** PROVIDED DATA follows **

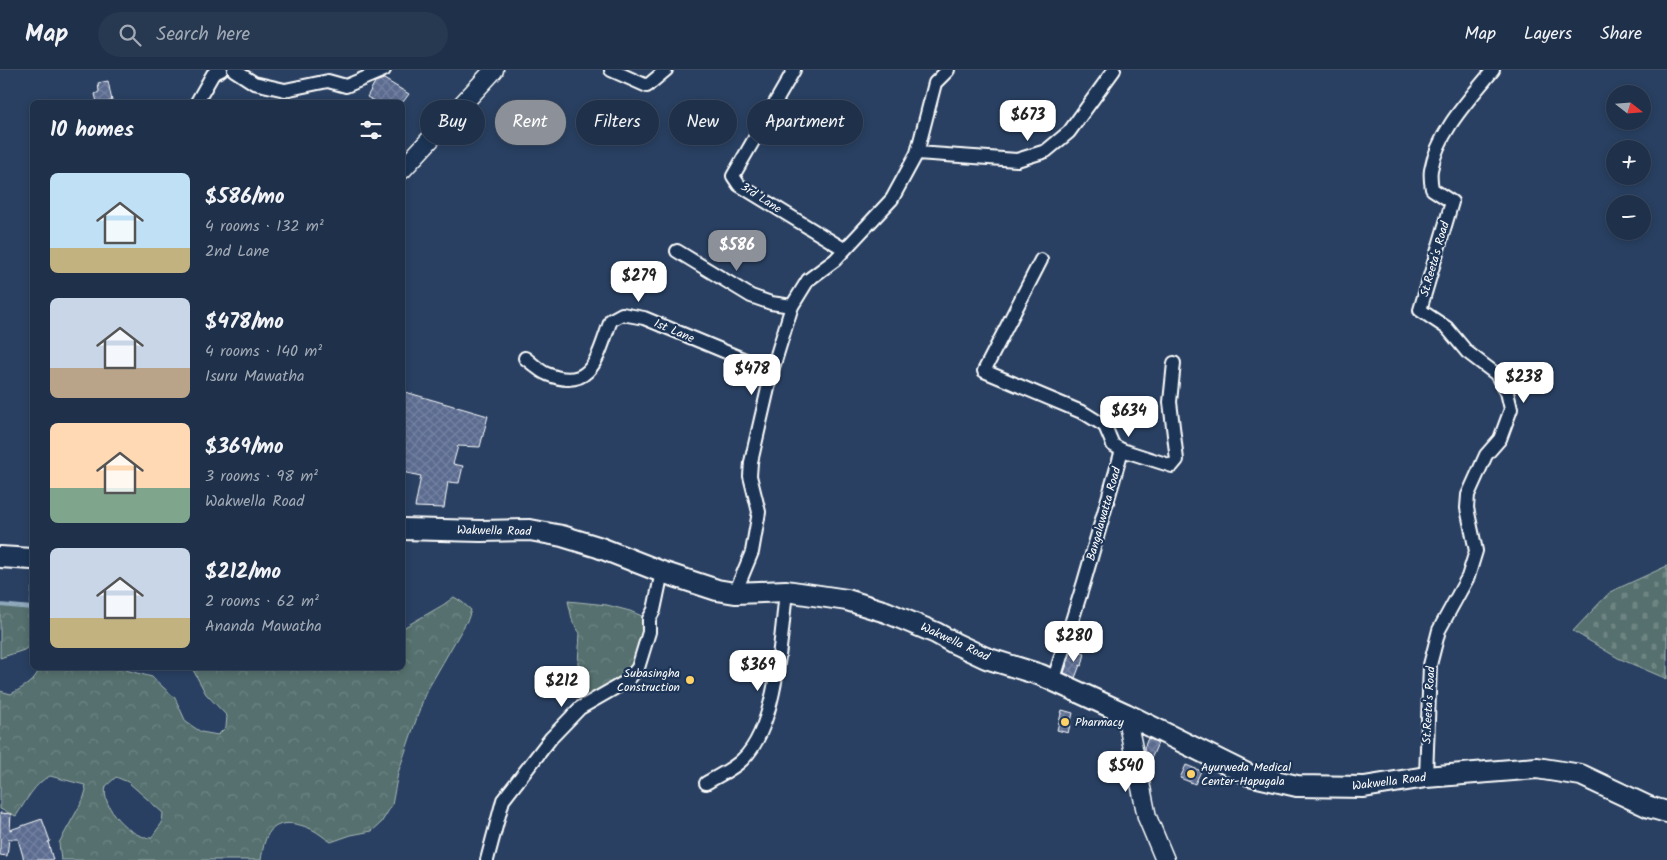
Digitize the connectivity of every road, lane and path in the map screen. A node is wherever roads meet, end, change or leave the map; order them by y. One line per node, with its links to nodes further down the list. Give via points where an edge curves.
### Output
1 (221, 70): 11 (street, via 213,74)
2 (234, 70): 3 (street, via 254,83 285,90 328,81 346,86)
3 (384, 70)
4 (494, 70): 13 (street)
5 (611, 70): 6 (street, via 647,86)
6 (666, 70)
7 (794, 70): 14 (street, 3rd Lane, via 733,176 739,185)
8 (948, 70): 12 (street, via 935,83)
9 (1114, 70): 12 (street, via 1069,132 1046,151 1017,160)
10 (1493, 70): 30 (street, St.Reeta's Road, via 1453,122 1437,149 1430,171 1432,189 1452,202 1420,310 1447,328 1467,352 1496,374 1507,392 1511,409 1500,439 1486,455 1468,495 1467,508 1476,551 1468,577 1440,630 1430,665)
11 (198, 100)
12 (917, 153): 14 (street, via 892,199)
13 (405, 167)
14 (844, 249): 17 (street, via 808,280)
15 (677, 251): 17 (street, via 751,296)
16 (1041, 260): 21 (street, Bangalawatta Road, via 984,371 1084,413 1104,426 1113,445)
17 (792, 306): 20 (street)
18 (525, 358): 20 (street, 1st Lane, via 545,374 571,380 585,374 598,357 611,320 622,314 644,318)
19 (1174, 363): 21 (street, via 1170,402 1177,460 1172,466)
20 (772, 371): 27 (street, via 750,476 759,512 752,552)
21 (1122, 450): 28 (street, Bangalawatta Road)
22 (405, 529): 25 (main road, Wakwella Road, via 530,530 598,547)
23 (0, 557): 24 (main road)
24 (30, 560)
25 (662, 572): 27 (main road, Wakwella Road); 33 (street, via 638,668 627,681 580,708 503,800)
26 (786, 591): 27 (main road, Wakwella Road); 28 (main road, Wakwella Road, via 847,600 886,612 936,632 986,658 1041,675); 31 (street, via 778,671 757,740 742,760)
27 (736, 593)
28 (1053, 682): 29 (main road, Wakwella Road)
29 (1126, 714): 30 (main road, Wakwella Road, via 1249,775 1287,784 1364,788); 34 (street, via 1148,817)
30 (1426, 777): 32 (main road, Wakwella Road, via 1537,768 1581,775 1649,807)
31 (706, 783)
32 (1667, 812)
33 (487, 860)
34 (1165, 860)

** End of PROVIDED DATA **
** PROVIDED DATA follows **

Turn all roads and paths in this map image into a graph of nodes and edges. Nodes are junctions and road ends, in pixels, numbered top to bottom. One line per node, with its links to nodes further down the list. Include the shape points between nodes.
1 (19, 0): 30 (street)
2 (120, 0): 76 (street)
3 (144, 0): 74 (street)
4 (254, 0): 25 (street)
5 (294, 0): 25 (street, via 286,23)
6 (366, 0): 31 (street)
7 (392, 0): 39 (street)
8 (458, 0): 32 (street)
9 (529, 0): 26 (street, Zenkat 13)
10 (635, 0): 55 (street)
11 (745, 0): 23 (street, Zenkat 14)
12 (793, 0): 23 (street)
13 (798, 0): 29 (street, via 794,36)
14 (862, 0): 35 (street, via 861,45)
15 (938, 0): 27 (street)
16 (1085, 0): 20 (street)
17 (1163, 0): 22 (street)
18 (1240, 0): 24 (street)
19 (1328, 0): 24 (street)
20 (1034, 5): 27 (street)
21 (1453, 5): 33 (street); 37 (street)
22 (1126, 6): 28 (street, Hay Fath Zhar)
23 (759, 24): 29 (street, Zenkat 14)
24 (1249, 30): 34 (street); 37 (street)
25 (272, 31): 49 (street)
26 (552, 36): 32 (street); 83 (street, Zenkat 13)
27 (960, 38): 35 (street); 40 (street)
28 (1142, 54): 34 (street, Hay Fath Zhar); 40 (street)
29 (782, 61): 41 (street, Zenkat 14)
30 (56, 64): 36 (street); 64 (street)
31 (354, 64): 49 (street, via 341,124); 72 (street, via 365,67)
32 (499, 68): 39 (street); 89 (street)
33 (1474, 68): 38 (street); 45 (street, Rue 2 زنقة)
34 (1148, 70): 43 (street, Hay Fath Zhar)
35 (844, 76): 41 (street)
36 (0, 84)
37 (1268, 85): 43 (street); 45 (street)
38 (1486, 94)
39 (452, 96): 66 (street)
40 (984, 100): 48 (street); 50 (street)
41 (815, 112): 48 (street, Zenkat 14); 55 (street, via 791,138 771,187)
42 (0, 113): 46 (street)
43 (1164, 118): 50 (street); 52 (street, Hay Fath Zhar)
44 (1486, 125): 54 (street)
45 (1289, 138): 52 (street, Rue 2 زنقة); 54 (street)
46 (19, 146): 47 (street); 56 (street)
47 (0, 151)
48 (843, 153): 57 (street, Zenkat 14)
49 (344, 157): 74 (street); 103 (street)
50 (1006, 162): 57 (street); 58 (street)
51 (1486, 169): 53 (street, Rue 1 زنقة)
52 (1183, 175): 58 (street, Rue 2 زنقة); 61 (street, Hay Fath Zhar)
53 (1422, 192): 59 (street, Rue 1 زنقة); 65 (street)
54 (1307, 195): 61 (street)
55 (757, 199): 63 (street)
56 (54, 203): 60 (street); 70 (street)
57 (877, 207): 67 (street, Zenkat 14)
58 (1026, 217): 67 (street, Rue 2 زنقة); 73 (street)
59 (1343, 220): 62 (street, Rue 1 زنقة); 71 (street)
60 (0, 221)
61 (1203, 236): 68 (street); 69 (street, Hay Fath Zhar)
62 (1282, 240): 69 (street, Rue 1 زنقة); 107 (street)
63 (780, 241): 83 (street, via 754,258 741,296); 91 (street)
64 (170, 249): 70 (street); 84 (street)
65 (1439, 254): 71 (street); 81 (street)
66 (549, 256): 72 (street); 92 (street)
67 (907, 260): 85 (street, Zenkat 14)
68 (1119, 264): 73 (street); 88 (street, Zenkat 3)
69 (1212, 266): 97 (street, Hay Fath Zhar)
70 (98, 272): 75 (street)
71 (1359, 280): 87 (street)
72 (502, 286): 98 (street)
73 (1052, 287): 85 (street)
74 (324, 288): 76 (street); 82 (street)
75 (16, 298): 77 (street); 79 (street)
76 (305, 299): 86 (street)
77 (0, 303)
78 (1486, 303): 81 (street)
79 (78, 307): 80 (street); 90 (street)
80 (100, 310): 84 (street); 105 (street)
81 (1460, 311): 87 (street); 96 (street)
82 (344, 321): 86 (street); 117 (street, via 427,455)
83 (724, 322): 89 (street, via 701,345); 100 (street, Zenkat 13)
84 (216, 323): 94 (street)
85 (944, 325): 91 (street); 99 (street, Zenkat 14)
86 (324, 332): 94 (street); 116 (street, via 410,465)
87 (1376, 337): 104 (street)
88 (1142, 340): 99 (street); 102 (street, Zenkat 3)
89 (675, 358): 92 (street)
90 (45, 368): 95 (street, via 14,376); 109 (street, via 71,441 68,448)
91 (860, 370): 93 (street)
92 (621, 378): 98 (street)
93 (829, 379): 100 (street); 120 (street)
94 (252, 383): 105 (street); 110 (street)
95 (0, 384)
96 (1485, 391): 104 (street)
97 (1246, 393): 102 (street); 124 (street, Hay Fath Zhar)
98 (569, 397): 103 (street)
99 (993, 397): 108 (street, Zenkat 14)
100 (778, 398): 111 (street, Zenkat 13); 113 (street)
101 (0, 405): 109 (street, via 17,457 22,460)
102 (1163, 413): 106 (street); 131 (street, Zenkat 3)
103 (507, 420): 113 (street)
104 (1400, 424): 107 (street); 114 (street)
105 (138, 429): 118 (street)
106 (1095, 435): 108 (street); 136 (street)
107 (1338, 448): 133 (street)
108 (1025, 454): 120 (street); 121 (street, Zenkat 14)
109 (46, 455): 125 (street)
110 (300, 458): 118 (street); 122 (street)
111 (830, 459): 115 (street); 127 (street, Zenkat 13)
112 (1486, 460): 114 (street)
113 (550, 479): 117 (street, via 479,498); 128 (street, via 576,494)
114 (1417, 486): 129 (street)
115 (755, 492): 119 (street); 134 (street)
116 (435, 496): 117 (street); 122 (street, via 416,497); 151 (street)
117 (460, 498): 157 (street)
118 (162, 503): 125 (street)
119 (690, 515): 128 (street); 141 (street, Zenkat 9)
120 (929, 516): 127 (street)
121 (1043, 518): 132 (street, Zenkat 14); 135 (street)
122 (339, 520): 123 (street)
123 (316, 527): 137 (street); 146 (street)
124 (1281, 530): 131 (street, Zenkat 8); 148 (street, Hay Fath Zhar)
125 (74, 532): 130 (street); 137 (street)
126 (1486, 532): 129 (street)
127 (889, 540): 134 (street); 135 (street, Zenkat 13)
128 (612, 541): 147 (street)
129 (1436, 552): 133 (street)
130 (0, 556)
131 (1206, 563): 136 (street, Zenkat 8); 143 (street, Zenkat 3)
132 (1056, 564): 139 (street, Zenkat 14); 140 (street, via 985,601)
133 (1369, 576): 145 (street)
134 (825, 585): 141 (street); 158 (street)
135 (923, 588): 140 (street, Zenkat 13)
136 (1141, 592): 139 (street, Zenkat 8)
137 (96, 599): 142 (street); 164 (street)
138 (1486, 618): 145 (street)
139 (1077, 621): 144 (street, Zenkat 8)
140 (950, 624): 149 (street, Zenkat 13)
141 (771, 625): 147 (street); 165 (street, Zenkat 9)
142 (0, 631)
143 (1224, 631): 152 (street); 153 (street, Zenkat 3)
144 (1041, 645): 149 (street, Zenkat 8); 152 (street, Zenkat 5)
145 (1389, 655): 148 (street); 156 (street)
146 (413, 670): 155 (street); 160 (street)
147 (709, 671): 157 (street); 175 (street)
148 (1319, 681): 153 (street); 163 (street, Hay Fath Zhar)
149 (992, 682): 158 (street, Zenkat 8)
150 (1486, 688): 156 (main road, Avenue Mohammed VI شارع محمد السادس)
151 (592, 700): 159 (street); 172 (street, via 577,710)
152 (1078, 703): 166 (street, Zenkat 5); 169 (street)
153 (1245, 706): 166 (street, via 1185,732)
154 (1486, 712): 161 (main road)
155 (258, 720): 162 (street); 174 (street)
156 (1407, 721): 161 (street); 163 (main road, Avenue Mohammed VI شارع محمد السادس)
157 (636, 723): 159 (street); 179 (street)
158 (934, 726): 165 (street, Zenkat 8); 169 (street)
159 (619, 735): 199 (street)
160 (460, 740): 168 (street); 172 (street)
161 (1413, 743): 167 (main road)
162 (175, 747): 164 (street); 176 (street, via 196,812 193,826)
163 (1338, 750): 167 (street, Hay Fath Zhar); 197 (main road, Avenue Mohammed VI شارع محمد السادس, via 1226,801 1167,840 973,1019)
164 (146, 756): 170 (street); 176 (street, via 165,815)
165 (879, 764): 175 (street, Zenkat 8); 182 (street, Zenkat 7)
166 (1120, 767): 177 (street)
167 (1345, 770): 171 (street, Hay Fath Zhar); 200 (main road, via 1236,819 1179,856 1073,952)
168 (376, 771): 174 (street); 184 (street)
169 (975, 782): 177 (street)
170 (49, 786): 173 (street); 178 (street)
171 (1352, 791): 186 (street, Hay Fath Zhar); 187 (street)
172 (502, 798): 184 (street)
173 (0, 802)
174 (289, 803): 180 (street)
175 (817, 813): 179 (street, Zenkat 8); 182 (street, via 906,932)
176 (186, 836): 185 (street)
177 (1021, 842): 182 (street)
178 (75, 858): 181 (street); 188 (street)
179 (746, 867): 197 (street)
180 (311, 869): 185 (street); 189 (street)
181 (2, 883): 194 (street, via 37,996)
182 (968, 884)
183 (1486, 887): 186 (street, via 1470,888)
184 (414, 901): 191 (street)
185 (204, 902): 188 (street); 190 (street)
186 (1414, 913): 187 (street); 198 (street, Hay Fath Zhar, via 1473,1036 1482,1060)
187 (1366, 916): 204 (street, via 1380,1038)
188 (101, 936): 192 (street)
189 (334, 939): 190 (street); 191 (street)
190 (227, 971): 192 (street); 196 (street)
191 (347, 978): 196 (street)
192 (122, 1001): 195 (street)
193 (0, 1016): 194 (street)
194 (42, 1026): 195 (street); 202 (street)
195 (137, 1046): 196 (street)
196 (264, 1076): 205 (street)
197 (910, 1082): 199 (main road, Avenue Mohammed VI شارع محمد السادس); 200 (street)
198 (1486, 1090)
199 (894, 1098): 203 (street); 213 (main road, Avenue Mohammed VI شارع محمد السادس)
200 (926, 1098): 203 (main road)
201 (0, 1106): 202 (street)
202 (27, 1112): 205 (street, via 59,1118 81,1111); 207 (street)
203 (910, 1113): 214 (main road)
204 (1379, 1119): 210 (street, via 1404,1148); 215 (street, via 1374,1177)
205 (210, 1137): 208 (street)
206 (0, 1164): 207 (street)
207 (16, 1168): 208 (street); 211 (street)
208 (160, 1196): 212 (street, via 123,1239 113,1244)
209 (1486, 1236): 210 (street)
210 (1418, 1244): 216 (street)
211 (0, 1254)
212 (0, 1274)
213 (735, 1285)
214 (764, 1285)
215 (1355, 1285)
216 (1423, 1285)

** End of PROVIDED DATA **

INSTRUCTIONS TO FOLLOW: The answer should consist only of the number of lines above in which "السادس" appears.

ANSWER FOR THIS EXERCISE: 5